What to produce:
If a line in the entries contains the word "nodes", list it.

[Stored data]
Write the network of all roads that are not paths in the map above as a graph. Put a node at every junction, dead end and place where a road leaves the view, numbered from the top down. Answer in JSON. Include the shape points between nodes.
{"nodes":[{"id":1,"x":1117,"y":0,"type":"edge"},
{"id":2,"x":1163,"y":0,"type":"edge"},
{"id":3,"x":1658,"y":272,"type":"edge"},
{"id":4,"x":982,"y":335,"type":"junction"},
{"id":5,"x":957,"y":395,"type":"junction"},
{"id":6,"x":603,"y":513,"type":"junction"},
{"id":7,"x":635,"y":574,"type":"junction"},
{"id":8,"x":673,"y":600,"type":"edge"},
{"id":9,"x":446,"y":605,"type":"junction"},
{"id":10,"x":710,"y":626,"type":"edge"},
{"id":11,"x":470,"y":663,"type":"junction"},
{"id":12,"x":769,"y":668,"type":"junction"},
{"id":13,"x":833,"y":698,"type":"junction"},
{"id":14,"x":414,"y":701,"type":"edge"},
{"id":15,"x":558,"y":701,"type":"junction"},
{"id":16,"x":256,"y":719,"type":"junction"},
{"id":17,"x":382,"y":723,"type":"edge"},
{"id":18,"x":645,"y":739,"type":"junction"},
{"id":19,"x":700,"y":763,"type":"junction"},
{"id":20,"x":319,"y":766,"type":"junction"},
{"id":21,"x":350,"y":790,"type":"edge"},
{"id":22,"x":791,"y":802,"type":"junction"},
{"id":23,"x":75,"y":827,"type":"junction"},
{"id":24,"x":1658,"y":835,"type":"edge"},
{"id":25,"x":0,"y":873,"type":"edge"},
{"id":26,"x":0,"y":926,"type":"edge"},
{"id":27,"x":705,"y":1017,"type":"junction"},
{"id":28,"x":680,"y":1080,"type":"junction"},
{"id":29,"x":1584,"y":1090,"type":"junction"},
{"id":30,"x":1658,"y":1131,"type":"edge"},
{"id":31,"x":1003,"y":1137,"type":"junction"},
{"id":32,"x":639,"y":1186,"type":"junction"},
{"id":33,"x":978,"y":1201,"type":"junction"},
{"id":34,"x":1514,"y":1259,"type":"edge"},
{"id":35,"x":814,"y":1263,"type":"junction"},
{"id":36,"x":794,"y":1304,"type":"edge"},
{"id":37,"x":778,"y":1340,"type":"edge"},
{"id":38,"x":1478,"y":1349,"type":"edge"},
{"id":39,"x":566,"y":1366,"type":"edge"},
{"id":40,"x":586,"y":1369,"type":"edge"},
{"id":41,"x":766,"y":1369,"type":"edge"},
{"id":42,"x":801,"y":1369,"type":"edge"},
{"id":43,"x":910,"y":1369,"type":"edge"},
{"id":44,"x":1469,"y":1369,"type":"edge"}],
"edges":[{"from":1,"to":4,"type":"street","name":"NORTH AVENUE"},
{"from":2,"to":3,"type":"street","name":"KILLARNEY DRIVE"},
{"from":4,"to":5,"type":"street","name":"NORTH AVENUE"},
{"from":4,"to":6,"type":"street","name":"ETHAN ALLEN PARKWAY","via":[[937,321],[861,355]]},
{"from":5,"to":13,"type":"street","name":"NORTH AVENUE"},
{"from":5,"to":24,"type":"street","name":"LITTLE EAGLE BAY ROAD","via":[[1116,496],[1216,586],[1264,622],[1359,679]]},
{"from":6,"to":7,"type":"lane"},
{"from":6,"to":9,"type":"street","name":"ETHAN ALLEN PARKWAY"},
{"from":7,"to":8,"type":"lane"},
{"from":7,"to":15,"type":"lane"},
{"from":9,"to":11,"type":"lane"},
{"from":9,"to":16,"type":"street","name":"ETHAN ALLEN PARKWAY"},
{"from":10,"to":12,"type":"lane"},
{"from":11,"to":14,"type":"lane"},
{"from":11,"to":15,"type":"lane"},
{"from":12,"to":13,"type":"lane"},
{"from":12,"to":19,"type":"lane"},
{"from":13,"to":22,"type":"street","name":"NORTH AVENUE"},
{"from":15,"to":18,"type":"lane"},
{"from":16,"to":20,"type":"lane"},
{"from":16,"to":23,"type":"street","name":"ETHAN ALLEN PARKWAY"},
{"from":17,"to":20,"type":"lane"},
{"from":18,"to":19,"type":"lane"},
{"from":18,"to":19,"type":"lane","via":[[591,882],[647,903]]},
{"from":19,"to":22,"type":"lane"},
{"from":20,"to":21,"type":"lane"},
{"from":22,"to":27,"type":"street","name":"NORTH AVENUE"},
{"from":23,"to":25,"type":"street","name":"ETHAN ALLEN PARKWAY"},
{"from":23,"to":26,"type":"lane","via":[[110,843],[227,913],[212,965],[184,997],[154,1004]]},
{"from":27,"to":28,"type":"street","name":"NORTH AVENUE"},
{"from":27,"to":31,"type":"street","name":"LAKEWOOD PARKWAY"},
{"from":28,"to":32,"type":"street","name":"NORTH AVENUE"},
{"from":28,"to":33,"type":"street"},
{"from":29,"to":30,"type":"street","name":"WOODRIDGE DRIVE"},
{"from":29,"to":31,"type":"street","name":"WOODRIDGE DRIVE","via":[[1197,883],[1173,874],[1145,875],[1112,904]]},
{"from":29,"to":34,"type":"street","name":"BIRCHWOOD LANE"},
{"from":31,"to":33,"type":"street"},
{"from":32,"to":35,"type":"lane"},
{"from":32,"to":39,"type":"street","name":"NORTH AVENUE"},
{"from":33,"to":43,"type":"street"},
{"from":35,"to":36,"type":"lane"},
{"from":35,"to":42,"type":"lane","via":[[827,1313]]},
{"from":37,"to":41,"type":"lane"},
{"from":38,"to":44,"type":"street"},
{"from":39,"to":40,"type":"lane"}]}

Result of the task:
Write the network of all roads that are not paths in the map above as a graph. Put a node at every junction, dead end and place where a road leaves the view, numbered from the top down. Answer in JSON. Include the shape points between nodes.
{"nodes":[{"id":1,"x":1117,"y":0,"type":"edge"},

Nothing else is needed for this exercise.